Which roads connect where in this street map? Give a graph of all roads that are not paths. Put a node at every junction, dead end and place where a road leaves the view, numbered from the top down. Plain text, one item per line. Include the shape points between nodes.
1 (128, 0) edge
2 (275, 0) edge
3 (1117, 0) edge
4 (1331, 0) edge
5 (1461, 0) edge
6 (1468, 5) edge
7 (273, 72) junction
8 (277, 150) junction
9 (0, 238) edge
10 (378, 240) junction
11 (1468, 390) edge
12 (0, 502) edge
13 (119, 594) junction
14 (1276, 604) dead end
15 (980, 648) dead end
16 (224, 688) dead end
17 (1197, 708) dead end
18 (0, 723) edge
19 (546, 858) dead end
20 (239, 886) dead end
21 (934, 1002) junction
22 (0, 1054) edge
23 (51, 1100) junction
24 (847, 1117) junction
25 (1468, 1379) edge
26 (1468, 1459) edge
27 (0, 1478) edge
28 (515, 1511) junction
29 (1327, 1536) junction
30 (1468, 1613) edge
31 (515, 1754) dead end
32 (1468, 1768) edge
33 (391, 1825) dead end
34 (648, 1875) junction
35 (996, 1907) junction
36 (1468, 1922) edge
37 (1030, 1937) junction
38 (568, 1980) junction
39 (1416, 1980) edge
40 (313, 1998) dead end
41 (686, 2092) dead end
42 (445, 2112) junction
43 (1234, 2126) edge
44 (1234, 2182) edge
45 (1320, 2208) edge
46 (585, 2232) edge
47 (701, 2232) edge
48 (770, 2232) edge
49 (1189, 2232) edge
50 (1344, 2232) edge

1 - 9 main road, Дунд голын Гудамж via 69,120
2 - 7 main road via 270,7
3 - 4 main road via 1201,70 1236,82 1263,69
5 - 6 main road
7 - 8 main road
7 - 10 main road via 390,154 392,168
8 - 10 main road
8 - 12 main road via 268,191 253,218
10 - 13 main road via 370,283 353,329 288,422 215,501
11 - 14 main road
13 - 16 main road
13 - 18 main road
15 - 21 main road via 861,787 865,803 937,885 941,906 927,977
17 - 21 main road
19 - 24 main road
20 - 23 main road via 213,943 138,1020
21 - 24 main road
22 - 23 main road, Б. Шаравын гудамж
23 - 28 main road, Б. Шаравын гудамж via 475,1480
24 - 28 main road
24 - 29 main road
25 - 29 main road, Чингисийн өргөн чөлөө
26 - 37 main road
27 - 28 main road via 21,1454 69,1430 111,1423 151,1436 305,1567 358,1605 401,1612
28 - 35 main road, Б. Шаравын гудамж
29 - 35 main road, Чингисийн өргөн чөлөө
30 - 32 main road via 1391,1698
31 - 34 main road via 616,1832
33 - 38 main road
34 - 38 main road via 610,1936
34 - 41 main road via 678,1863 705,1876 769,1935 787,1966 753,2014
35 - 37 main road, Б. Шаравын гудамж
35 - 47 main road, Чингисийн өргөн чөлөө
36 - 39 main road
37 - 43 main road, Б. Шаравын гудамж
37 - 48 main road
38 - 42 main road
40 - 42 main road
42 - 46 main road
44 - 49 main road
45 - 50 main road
....
Wherever a line of the listing above contains the string "чөлөө", copy that line.

25 - 29 main road, Чингисийн өргөн чөлөө
29 - 35 main road, Чингисийн өргөн чөлөө
35 - 47 main road, Чингисийн өргөн чөлөө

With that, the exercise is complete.